### [EXERCISE AIM]
Line by line, copy out the entries exactly and leave the pictures behind.

### [DATA SUPPLIED]
==================================================
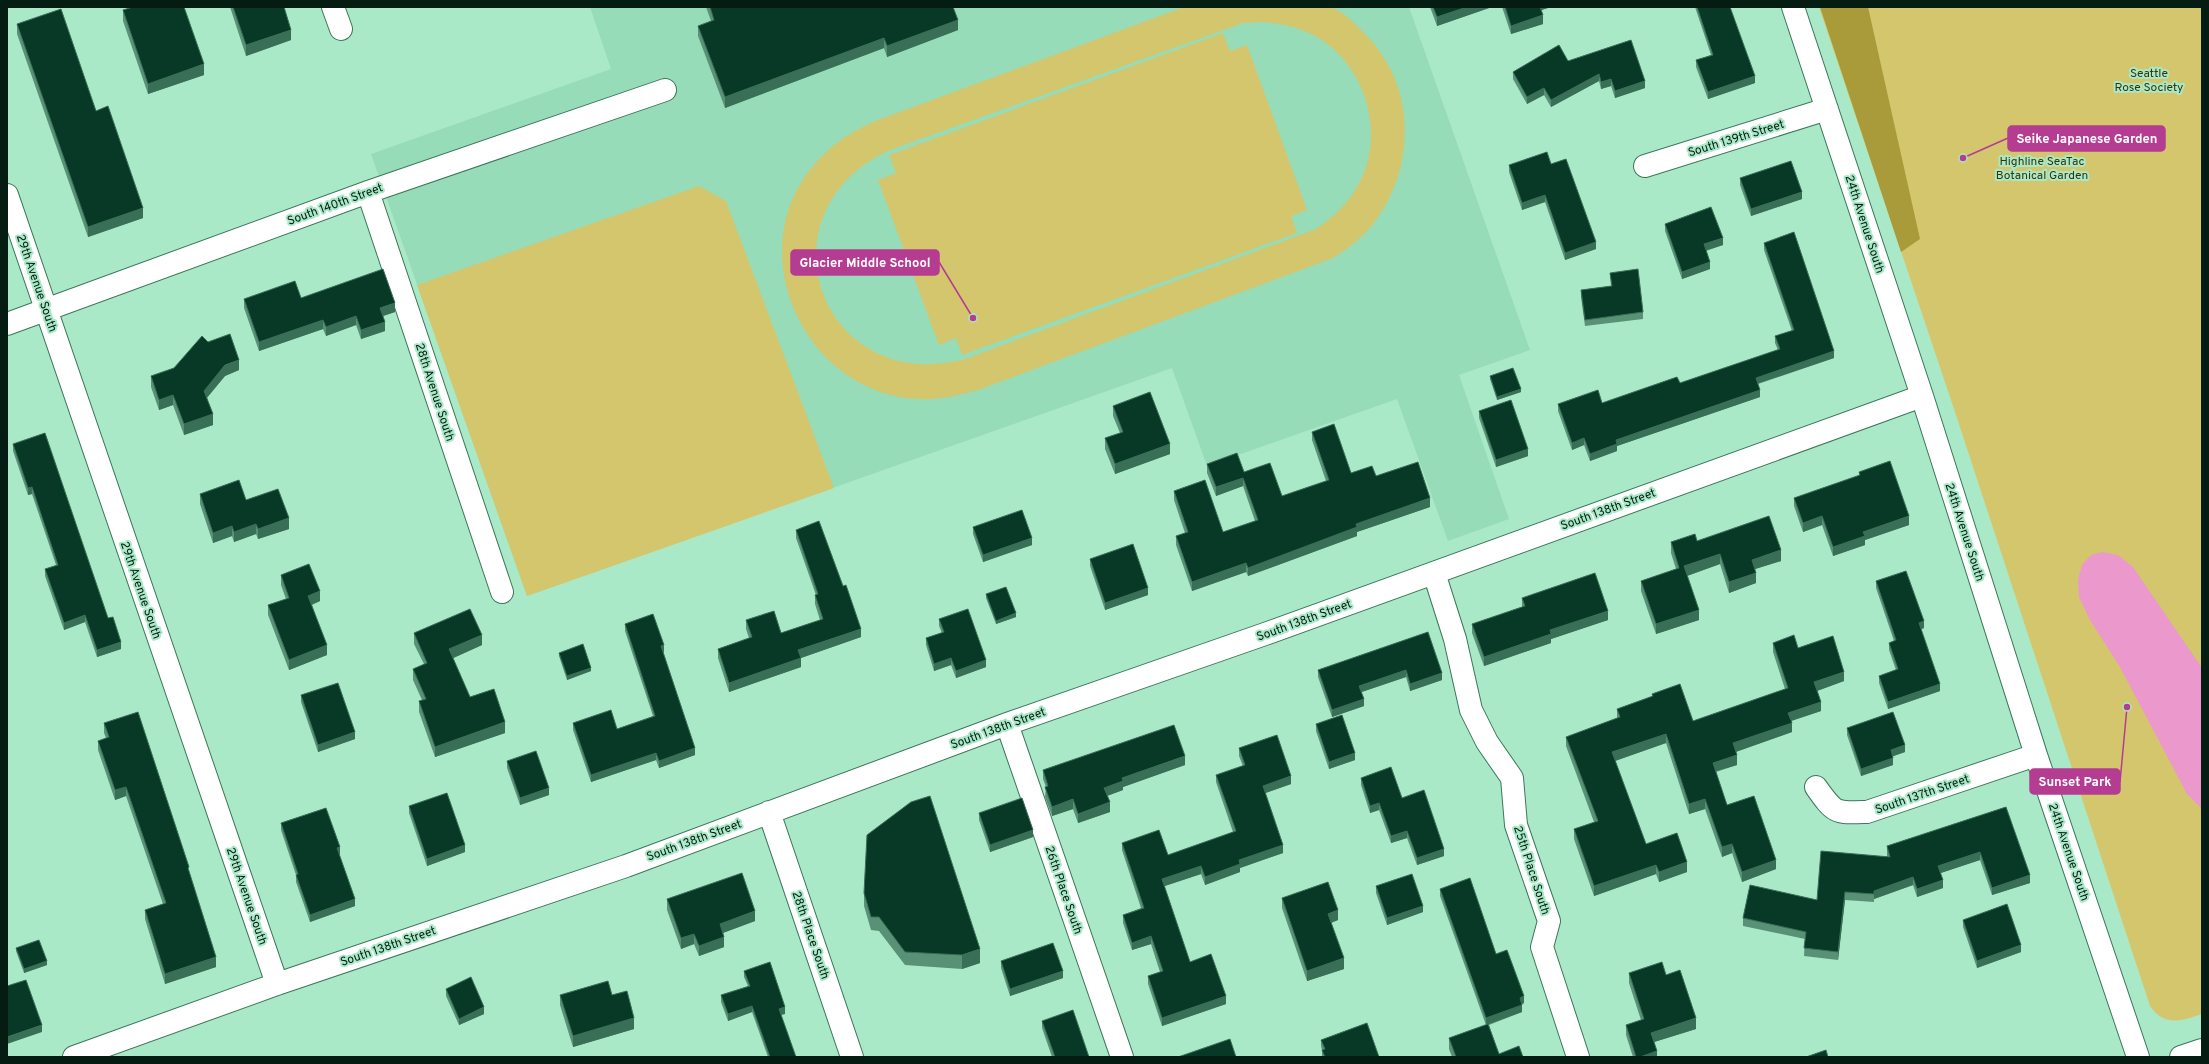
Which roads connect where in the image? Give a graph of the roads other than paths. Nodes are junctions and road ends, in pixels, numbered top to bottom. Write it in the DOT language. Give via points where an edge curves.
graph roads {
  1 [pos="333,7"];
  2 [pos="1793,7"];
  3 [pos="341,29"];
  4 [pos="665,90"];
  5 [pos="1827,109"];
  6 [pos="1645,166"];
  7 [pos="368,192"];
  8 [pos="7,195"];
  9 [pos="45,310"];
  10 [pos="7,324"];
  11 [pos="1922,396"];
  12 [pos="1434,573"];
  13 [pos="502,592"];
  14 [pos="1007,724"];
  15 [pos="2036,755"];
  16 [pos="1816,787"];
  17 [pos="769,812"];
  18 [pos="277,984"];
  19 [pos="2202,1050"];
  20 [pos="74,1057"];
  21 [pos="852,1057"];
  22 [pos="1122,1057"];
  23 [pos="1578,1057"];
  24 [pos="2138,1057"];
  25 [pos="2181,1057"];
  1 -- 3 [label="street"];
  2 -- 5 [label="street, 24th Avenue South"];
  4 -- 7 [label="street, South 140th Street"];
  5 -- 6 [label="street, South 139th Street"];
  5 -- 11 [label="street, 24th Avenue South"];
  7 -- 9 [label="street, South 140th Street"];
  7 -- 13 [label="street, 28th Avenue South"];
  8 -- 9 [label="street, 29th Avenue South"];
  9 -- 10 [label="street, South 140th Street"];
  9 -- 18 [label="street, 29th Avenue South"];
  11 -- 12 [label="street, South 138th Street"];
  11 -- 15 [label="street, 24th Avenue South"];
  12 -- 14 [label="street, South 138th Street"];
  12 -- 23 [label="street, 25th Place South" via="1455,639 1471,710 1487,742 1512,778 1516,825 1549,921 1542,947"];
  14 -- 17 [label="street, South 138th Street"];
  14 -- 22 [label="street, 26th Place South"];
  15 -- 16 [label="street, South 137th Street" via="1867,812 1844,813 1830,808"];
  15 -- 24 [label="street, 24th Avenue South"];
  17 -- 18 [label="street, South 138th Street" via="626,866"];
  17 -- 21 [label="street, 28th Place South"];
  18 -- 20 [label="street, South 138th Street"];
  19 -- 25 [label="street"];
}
==================================================
### [ANSWER]
Which roads connect where in the image? Give a graph of the roads other than paths. Nodes are junctions and road ends, in pixels, numbered top to bottom. Write it in the DOT language. Give via points where an edge curves.
graph roads {
  1 [pos="333,7"];
  2 [pos="1793,7"];
  3 [pos="341,29"];
  4 [pos="665,90"];
  5 [pos="1827,109"];
  6 [pos="1645,166"];
  7 [pos="368,192"];
  8 [pos="7,195"];
  9 [pos="45,310"];
  10 [pos="7,324"];
  11 [pos="1922,396"];
  12 [pos="1434,573"];
  13 [pos="502,592"];
  14 [pos="1007,724"];
  15 [pos="2036,755"];
  16 [pos="1816,787"];
  17 [pos="769,812"];
  18 [pos="277,984"];
  19 [pos="2202,1050"];
  20 [pos="74,1057"];
  21 [pos="852,1057"];
  22 [pos="1122,1057"];
  23 [pos="1578,1057"];
  24 [pos="2138,1057"];
  25 [pos="2181,1057"];
  1 -- 3 [label="street"];
  2 -- 5 [label="street, 24th Avenue South"];
  4 -- 7 [label="street, South 140th Street"];
  5 -- 6 [label="street, South 139th Street"];
  5 -- 11 [label="street, 24th Avenue South"];
  7 -- 9 [label="street, South 140th Street"];
  7 -- 13 [label="street, 28th Avenue South"];
  8 -- 9 [label="street, 29th Avenue South"];
  9 -- 10 [label="street, South 140th Street"];
  9 -- 18 [label="street, 29th Avenue South"];
  11 -- 12 [label="street, South 138th Street"];
  11 -- 15 [label="street, 24th Avenue South"];
  12 -- 14 [label="street, South 138th Street"];
  12 -- 23 [label="street, 25th Place South" via="1455,639 1471,710 1487,742 1512,778 1516,825 1549,921 1542,947"];
  14 -- 17 [label="street, South 138th Street"];
  14 -- 22 [label="street, 26th Place South"];
  15 -- 16 [label="street, South 137th Street" via="1867,812 1844,813 1830,808"];
  15 -- 24 [label="street, 24th Avenue South"];
  17 -- 18 [label="street, South 138th Street" via="626,866"];
  17 -- 21 [label="street, 28th Place South"];
  18 -- 20 [label="street, South 138th Street"];
  19 -- 25 [label="street"];
}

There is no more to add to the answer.